Specific Changes Required: To ensure systemic stability and the ability to handle increased transaction volumes securely, the RBI has revised the capital requirements (Net Owned Fund – NOF) for entities operating TReDS platforms. This is to safeguard against operational risks, cyber threats, and to ensure operators have the “skin in the game” to maintain robust tech infrastructure.

Management Action Plan

  • Capital Assessment: The CFO must immediately calculate the current NOF strictly as per the RBI’s prescribed accounting standards and compare it against the newly revised threshold.
  • Board Resolution & Capital Raise: If there is a shortfall, immediately convene a Board of Directors meeting to authorize the raising of additional equity capital or restructuring of retained earnings.
  • Timeline Management: Draft a formal transition roadmap to meet the new capital adequacy buffer within the RBI’s permitted grandfathering period (if applicable) and submit this roadmap to the Department of Payment and Settlement Systems (DPSS), RBI.
Real-World Example Suppose a TReDS operator currently operates with a Net Owned Fund of ₹25 Crore. If the 2026 directions revise the minimum NOF threshold to ₹50 Crore to account for higher volume clearing, the platform’s promoters (e.g., a consortium of banks and tech companies) will need to inject ₹25 Crore of fresh equity. The management must pitch this to shareholders not just as a compliance cost, but as funding to scale IT infrastructure to handle the massive influx of MSMEs expected due to Amendment B.

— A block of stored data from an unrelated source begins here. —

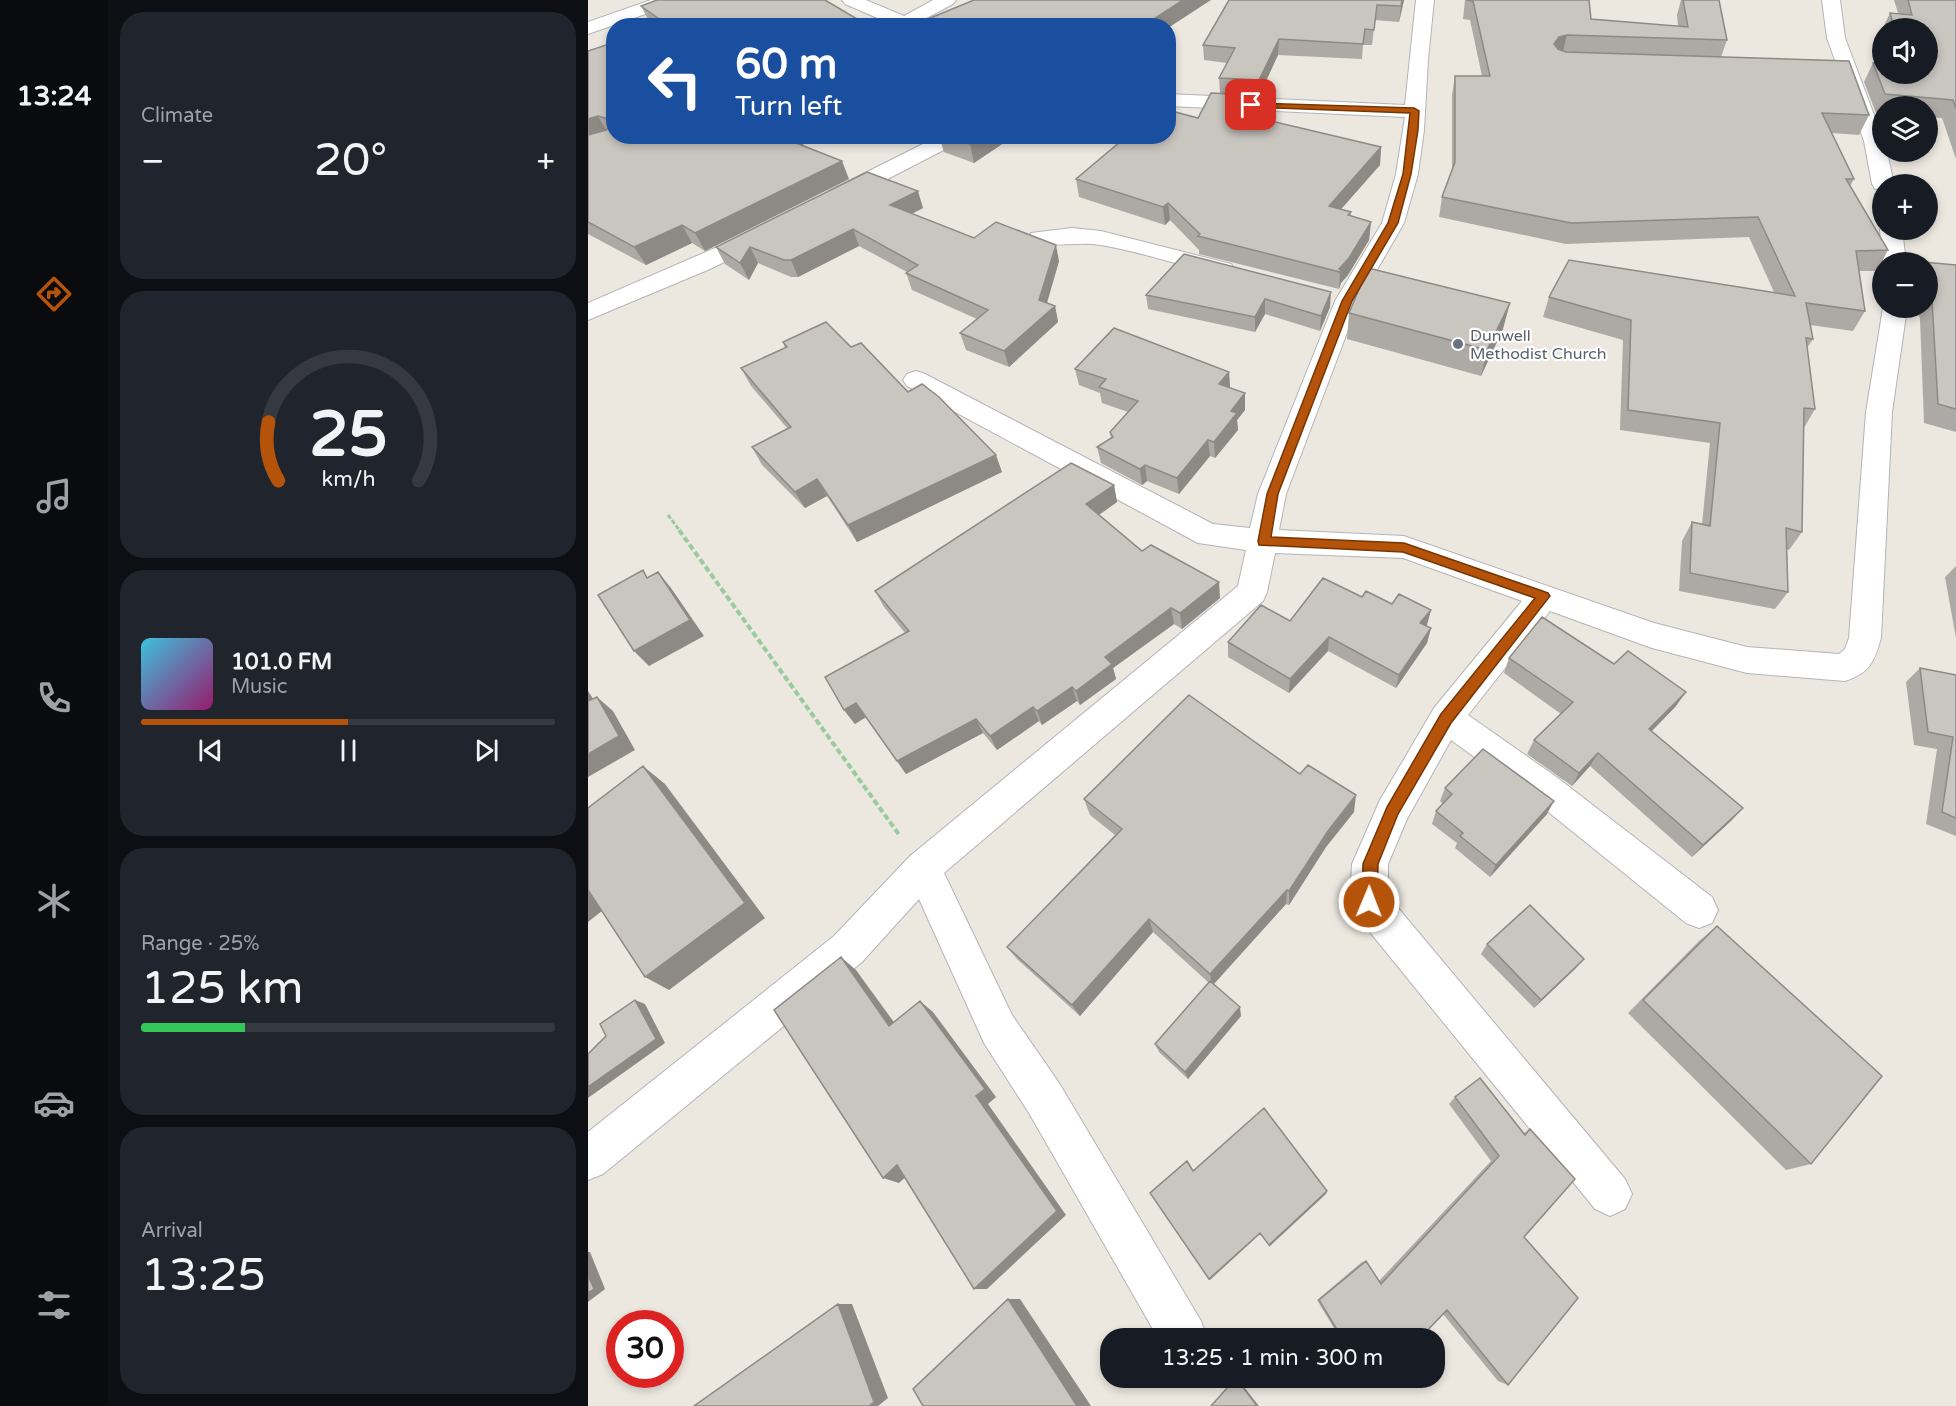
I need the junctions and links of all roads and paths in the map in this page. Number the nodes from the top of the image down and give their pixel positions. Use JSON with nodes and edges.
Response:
{"nodes":[{"id":1,"x":668,"y":0,"type":"edge"},
{"id":2,"x":851,"y":0,"type":"edge"},
{"id":3,"x":947,"y":0,"type":"edge"},
{"id":4,"x":1425,"y":0,"type":"edge"},
{"id":5,"x":1831,"y":0,"type":"edge"},
{"id":6,"x":617,"y":18,"type":"edge"},
{"id":7,"x":894,"y":18,"type":"edge"},
{"id":8,"x":918,"y":18,"type":"edge"},
{"id":9,"x":606,"y":22,"type":"edge"},
{"id":10,"x":588,"y":28,"type":"edge"},
{"id":11,"x":1823,"y":70,"type":"edge"},
{"id":12,"x":1846,"y":70,"type":"junction"},
{"id":13,"x":1176,"y":101,"type":"edge"},
{"id":14,"x":1414,"y":111,"type":"junction"},
{"id":15,"x":940,"y":144,"type":"edge"},
{"id":16,"x":1881,"y":174,"type":"edge"},
{"id":17,"x":819,"y":206,"type":"edge"},
{"id":18,"x":776,"y":227,"type":"edge"},
{"id":19,"x":1039,"y":238,"type":"edge"},
{"id":20,"x":1246,"y":275,"type":"edge"},
{"id":21,"x":588,"y":312,"type":"edge"},
{"id":22,"x":1893,"y":318,"type":"edge"},
{"id":23,"x":916,"y":380,"type":"dead end"},
{"id":24,"x":668,"y":515,"type":"dead end"},
{"id":25,"x":1264,"y":541,"type":"junction"},
{"id":26,"x":1544,"y":596,"type":"junction"},
{"id":27,"x":1446,"y":718,"type":"junction"},
{"id":28,"x":923,"y":868,"type":"junction"},
{"id":29,"x":1699,"y":910,"type":"dead end"},
{"id":30,"x":588,"y":1159,"type":"edge"},
{"id":31,"x":1610,"y":1194,"type":"dead end"},
{"id":32,"x":1178,"y":1328,"type":"edge"}],
"edges":[{"from":1,"to":6,"type":"street"},
{"from":2,"to":7,"type":"street"},
{"from":3,"to":8,"type":"street"},
{"from":4,"to":14,"type":"street"},
{"from":5,"to":12,"type":"street"},
{"from":9,"to":10,"type":"street"},
{"from":11,"to":12,"type":"street"},
{"from":12,"to":16,"type":"street"},
{"from":13,"to":14,"type":"street"},
{"from":14,"to":25,"type":"street"},
{"from":15,"to":17,"type":"street"},
{"from":18,"to":21,"type":"street"},
{"from":19,"to":20,"type":"street"},
{"from":22,"to":26,"type":"street"},
{"from":23,"to":25,"type":"street"},
{"from":24,"to":28,"type":"path"},
{"from":25,"to":26,"type":"street"},
{"from":25,"to":28,"type":"street"},
{"from":26,"to":27,"type":"street"},
{"from":27,"to":29,"type":"street"},
{"from":27,"to":31,"type":"street"},
{"from":28,"to":30,"type":"street"},
{"from":28,"to":32,"type":"street"}]}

The RBI’s June 2026 TReDS Directions represent a shift towards scale and velocity. By removing the friction of MSME due diligence, transaction volumes are expected to surge. Consequently, the harmonized rules and increased capital requirements ensure the ecosystem doesn’t fracture under this new scale.

Immediate Action: A cross-functional task force comprising Legal, IT, Risk, and Finance heads should be formed immediately to track the implementation of the Action Plans detailed above within a 30-day compliance window.